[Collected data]

⟨

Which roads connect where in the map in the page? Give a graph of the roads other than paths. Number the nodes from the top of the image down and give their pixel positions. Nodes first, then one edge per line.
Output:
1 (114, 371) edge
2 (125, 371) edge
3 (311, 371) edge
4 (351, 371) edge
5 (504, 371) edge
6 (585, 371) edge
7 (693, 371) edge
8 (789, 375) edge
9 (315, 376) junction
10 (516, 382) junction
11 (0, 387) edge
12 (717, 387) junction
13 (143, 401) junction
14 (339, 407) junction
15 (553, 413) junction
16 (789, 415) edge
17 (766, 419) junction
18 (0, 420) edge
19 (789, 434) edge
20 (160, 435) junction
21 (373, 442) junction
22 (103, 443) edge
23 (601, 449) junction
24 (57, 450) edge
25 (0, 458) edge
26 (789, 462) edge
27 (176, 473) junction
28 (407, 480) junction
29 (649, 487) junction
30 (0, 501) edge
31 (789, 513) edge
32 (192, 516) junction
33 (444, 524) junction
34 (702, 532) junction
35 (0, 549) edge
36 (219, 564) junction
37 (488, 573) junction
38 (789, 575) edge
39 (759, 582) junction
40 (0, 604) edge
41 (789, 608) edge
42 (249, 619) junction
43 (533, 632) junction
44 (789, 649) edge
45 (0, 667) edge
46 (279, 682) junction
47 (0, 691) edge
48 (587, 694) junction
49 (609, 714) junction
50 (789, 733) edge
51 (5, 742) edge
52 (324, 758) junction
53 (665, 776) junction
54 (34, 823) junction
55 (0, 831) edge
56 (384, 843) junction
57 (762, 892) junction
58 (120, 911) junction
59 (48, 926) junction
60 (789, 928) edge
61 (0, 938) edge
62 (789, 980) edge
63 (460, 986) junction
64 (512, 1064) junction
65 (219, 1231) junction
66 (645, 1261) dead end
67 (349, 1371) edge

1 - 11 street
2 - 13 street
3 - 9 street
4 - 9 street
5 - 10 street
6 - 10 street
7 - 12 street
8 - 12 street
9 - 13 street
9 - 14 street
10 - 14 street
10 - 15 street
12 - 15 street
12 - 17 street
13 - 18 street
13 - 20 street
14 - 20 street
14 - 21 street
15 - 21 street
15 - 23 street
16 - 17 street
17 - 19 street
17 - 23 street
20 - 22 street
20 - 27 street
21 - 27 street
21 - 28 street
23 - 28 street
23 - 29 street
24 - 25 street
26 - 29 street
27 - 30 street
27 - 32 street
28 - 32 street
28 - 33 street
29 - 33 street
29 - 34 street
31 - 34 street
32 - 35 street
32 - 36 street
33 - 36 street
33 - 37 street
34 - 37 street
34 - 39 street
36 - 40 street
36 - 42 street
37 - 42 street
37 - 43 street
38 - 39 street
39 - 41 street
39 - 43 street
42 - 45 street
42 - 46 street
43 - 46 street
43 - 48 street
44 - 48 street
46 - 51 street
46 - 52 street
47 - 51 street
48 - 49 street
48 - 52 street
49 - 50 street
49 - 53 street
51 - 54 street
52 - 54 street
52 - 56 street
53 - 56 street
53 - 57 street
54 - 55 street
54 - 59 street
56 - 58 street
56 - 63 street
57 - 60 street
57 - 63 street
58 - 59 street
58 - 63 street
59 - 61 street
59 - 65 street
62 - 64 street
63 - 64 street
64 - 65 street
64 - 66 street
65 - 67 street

⟩
⟨

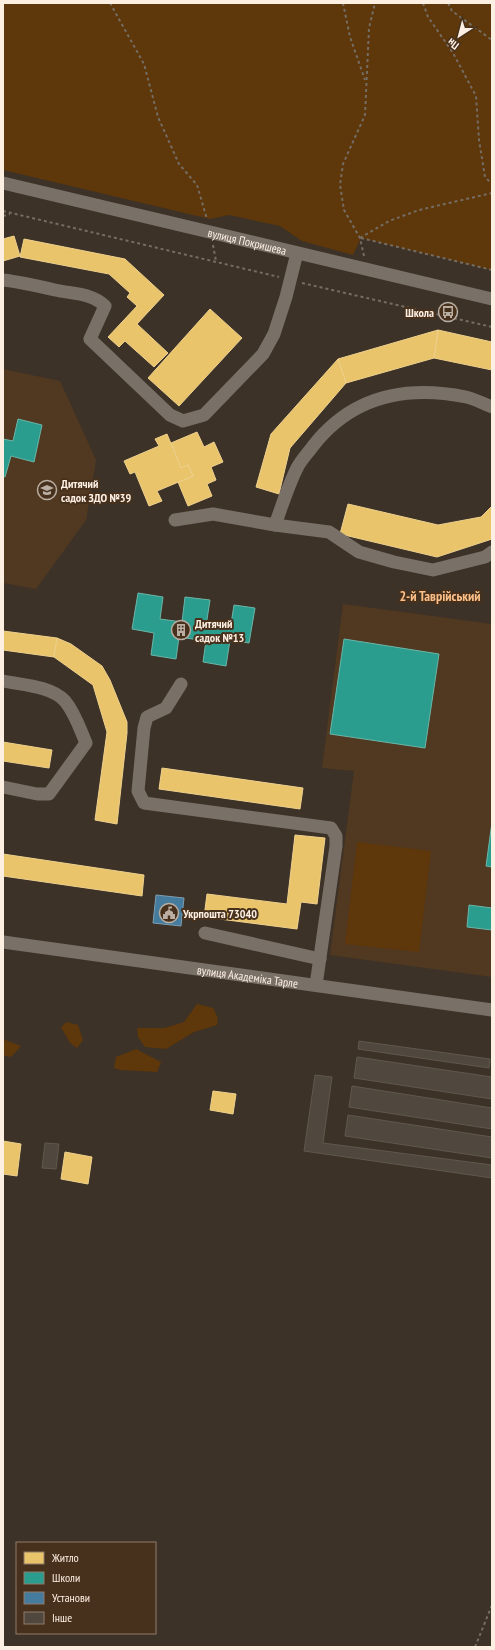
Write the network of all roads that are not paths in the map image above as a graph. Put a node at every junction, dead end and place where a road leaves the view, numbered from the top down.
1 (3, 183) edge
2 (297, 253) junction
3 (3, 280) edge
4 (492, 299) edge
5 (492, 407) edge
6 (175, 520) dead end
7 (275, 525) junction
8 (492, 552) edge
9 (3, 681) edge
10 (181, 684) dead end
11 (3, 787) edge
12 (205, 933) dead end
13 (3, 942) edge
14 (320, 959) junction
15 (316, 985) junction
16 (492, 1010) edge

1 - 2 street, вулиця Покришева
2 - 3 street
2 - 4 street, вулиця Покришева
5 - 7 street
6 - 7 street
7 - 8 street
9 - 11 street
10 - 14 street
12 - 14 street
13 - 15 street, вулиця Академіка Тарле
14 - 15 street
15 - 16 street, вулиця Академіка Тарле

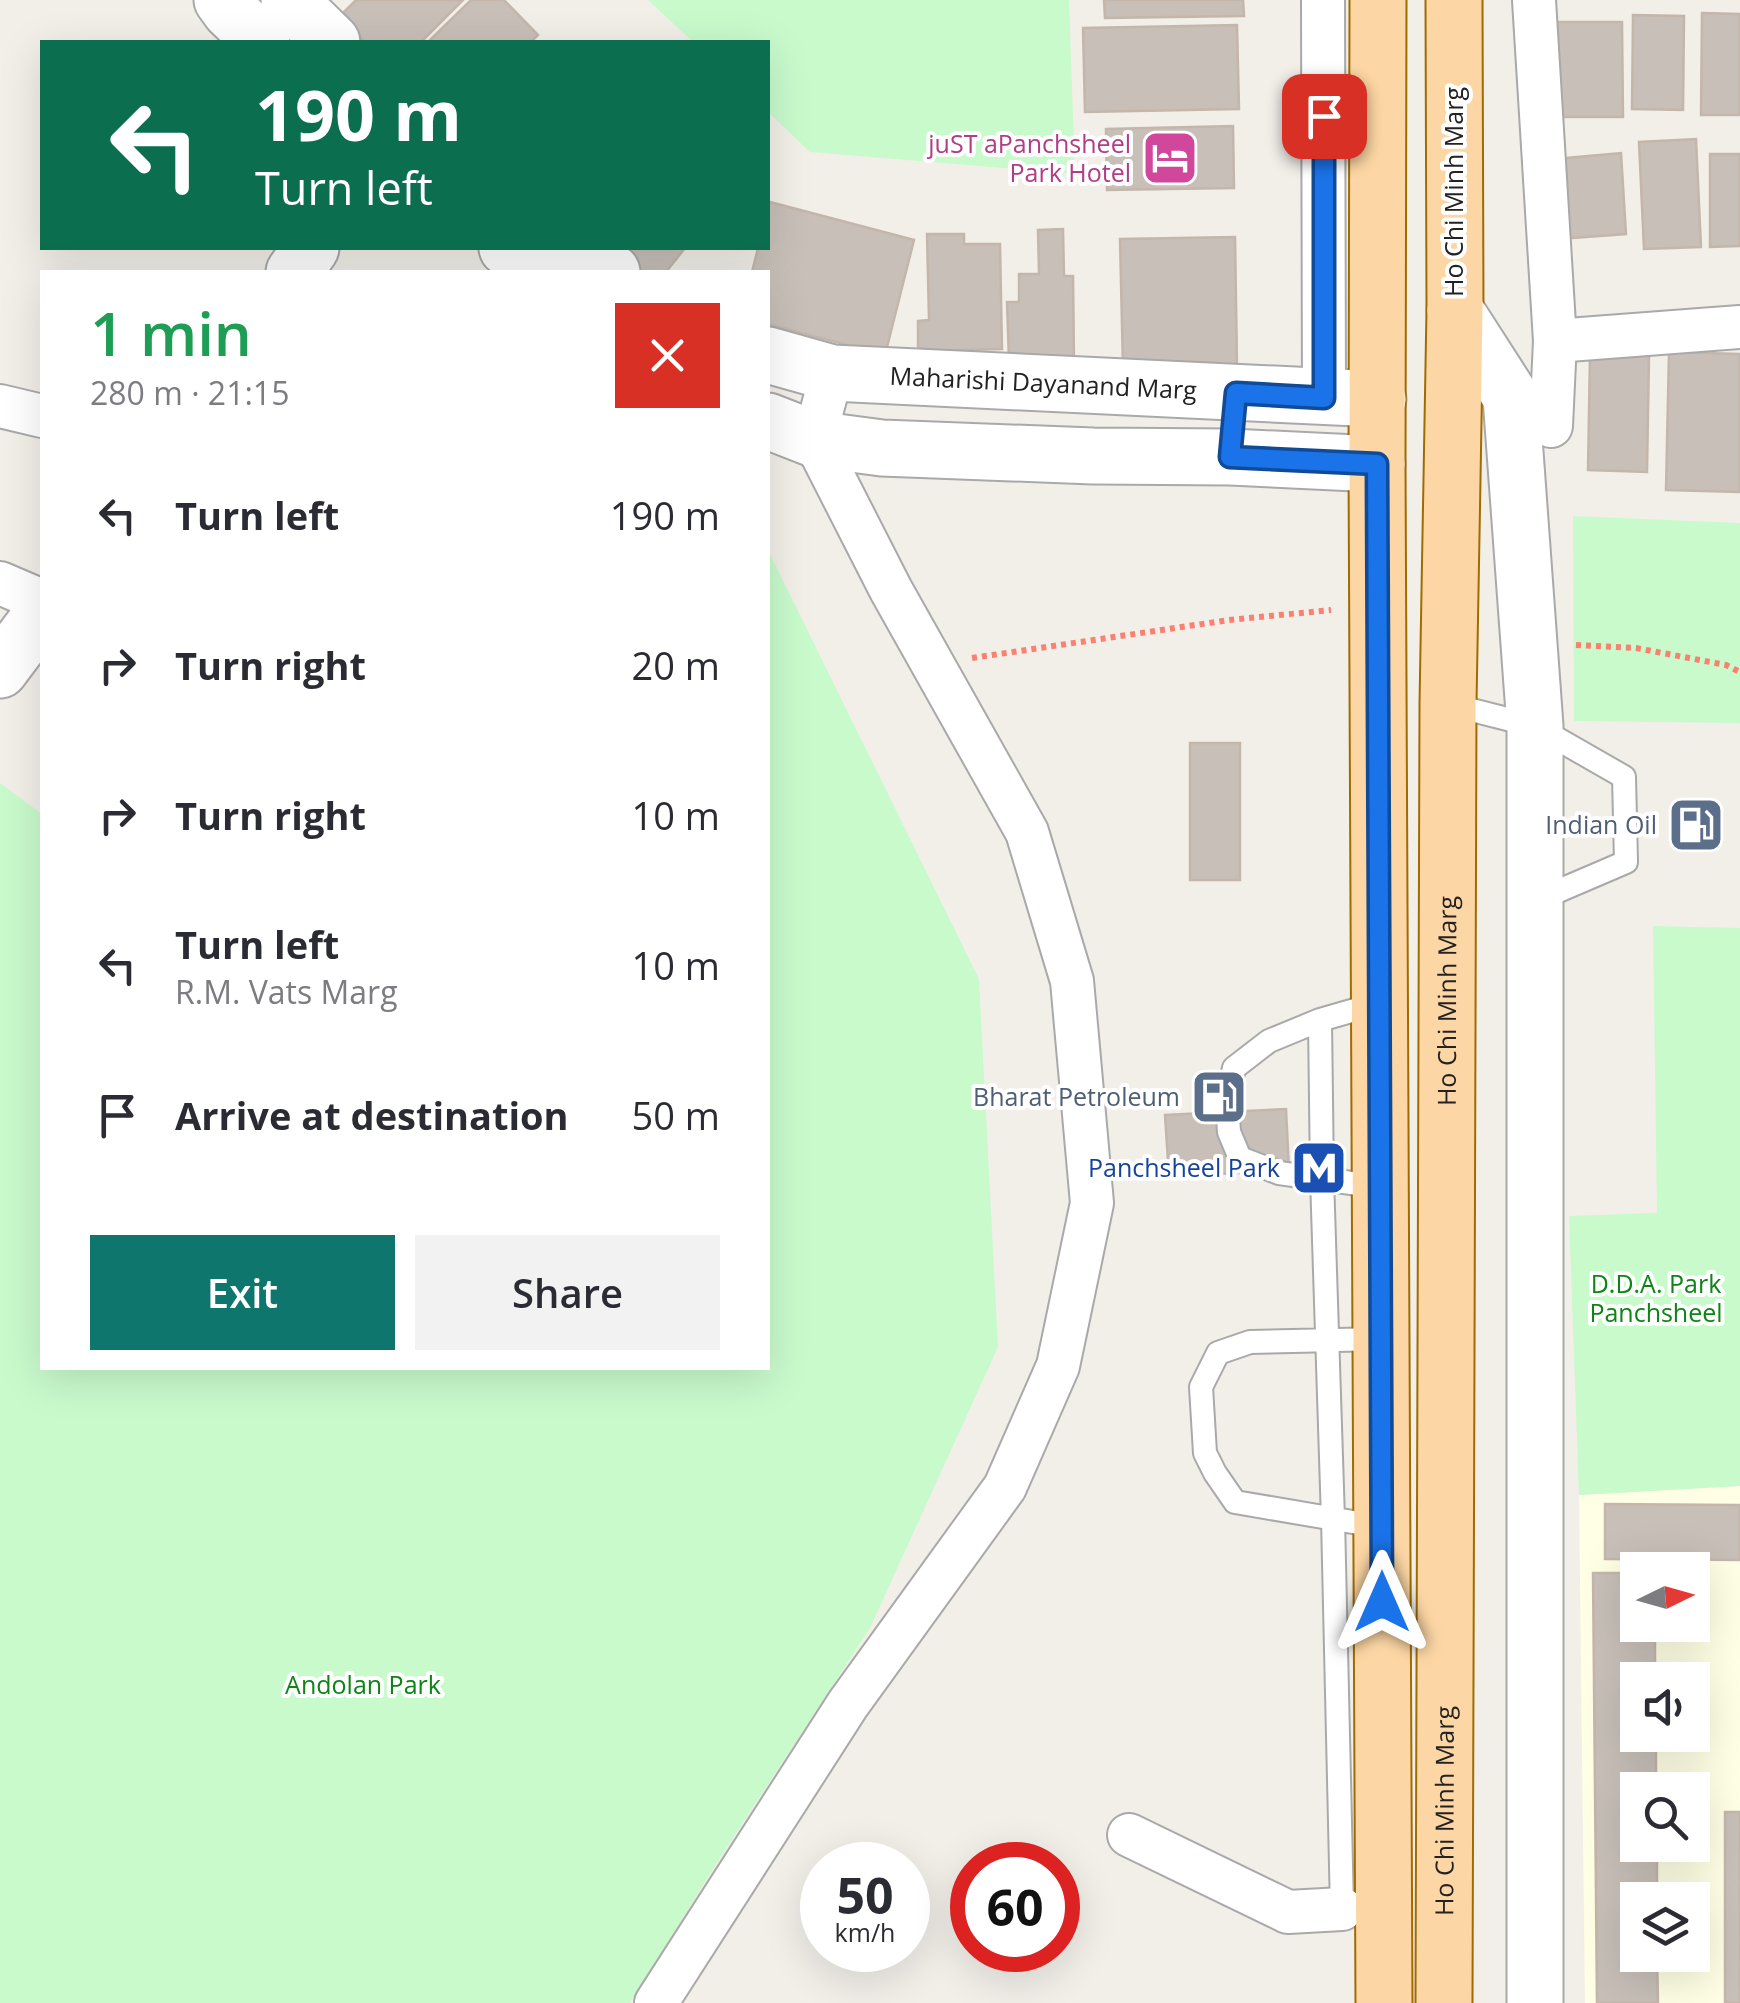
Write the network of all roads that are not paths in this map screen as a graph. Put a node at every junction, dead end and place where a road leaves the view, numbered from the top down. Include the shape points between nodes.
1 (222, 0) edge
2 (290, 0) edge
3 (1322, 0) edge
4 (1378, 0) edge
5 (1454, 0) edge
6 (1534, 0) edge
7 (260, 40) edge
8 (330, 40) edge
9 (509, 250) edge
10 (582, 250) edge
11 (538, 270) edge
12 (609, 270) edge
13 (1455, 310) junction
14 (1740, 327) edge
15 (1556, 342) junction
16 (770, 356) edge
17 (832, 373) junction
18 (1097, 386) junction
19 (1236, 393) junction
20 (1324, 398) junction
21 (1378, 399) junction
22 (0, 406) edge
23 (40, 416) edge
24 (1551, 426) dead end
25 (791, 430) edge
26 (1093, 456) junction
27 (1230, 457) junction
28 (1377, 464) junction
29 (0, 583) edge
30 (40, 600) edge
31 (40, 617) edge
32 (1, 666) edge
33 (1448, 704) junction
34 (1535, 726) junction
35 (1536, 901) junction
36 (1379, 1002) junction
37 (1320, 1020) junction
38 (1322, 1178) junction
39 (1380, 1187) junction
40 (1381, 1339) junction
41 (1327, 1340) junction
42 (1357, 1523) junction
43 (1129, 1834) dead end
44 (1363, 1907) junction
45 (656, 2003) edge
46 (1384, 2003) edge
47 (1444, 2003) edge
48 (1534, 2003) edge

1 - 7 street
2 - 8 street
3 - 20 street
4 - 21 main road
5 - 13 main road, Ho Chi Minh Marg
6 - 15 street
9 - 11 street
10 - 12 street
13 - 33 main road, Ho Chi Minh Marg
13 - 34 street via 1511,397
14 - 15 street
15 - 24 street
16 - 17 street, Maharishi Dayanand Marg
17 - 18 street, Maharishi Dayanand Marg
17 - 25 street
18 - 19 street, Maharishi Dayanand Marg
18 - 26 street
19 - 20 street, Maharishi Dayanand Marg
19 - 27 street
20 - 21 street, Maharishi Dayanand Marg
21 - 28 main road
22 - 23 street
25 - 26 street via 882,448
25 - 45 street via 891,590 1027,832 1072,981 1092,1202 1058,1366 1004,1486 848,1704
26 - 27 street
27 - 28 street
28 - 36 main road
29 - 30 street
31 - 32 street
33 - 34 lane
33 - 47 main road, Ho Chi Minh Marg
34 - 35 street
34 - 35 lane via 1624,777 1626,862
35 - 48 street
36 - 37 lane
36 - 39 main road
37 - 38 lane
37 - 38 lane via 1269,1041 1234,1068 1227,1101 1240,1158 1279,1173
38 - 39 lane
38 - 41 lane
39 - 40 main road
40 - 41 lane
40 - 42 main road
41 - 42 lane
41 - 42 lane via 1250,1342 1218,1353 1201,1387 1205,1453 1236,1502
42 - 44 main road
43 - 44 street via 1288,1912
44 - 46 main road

⟩

■ **Task**
Look through the records for the string "Академіка". Copy every line that has it.

■ **The answer**
13 - 15 street, вулиця Академіка Тарле
15 - 16 street, вулиця Академіка Тарле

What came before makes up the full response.